%%

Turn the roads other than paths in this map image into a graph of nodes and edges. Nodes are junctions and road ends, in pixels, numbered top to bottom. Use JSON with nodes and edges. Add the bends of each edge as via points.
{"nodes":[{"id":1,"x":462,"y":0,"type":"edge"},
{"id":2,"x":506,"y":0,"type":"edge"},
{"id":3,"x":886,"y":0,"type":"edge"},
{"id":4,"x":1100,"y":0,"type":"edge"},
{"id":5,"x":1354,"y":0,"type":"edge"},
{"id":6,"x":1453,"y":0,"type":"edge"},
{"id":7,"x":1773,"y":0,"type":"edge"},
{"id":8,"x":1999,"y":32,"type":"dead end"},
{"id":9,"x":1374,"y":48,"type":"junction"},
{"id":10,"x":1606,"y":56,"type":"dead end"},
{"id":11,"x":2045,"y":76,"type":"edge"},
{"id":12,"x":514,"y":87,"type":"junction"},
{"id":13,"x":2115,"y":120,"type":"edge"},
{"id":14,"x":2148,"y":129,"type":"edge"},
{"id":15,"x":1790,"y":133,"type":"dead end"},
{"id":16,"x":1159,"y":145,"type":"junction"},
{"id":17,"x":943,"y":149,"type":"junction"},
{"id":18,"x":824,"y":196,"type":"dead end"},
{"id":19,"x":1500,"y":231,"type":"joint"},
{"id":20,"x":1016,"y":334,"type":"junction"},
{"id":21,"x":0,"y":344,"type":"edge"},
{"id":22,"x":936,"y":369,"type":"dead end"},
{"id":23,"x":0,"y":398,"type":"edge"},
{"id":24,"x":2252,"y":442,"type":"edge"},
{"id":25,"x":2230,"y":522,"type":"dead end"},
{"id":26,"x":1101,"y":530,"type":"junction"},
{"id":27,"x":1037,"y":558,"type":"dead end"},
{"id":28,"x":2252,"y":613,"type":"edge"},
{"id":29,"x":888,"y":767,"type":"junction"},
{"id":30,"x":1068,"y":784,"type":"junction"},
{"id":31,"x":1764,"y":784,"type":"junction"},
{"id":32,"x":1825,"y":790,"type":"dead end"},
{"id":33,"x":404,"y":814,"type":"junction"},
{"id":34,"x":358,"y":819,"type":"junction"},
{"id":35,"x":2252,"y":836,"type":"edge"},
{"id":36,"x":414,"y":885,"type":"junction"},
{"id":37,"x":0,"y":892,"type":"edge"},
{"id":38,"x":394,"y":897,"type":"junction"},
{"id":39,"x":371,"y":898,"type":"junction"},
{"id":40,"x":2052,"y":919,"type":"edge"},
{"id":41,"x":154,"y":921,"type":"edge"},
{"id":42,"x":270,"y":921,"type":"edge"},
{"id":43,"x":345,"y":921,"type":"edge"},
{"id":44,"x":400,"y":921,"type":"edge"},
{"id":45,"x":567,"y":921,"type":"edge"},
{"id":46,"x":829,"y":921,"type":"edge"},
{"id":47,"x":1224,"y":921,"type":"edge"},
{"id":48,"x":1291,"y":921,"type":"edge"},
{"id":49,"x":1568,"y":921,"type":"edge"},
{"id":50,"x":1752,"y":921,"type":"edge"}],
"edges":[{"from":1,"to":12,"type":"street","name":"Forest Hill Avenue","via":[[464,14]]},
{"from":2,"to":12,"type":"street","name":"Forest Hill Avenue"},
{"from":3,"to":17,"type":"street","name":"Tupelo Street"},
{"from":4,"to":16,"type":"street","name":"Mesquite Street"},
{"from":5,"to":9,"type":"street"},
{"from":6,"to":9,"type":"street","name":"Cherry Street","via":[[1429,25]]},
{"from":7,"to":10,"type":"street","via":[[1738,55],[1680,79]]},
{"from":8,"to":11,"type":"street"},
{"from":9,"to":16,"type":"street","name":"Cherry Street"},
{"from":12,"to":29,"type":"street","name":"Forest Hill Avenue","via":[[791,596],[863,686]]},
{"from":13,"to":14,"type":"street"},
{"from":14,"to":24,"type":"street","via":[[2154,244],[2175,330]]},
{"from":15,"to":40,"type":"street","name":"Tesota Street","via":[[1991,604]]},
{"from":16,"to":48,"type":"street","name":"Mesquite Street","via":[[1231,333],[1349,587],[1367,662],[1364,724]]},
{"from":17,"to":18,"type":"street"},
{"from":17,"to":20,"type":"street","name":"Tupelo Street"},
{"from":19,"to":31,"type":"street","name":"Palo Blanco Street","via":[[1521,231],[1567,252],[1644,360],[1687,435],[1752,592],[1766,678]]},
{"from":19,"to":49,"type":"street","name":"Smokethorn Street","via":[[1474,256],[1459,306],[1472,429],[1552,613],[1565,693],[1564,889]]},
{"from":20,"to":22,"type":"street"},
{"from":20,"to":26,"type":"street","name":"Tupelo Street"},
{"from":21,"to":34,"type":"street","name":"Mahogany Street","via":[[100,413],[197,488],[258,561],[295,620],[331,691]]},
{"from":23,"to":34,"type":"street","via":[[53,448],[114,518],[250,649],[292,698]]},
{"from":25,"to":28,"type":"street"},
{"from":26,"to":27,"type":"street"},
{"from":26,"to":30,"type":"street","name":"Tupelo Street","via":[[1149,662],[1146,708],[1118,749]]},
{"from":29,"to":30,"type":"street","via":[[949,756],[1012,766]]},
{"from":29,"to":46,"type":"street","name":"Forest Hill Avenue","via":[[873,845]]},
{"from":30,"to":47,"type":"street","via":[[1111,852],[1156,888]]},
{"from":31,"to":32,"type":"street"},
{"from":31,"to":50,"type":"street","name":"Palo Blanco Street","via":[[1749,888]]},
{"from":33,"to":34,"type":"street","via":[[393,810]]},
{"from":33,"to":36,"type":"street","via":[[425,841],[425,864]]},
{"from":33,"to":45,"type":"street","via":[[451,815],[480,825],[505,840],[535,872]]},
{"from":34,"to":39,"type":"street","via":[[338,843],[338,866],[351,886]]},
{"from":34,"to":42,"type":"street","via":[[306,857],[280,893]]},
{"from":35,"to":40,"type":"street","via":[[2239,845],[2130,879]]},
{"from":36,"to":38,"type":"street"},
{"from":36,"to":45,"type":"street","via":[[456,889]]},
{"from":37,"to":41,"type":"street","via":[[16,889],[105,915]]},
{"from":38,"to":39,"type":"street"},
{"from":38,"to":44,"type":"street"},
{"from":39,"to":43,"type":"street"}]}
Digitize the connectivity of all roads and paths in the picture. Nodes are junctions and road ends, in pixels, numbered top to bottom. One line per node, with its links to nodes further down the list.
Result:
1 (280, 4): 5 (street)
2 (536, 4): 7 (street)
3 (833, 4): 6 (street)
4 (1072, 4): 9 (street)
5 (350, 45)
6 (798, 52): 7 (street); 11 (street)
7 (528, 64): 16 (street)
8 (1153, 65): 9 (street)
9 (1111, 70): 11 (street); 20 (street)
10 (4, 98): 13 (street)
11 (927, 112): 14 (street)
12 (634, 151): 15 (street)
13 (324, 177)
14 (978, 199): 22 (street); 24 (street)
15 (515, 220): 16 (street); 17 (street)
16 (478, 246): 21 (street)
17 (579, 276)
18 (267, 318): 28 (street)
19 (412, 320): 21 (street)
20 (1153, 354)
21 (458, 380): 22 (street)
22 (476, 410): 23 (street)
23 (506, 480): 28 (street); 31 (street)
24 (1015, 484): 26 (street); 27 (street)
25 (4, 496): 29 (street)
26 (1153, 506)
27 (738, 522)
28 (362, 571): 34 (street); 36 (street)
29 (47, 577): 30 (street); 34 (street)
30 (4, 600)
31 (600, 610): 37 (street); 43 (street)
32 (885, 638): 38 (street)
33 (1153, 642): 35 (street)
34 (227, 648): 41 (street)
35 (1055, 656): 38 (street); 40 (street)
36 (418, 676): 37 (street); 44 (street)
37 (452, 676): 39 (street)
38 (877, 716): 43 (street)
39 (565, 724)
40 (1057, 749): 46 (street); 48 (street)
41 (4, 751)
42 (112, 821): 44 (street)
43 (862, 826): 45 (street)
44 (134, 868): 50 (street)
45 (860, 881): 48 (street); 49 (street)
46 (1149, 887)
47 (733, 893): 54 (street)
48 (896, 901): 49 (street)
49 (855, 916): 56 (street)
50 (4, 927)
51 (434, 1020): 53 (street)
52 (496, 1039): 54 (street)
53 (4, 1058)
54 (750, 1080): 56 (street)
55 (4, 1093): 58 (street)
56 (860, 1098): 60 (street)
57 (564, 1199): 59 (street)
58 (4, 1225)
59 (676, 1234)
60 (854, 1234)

%%

» What is being asked
Search the entries for the word "Tupelo" and show every line that has it.

» Exercise result
{"from":3,"to":17,"type":"street","name":"Tupelo Street"},
{"from":17,"to":20,"type":"street","name":"Tupelo Street"},
{"from":20,"to":26,"type":"street","name":"Tupelo Street"},
{"from":26,"to":30,"type":"street","name":"Tupelo Street","via":[[1149,662],[1146,708],[1118,749]]},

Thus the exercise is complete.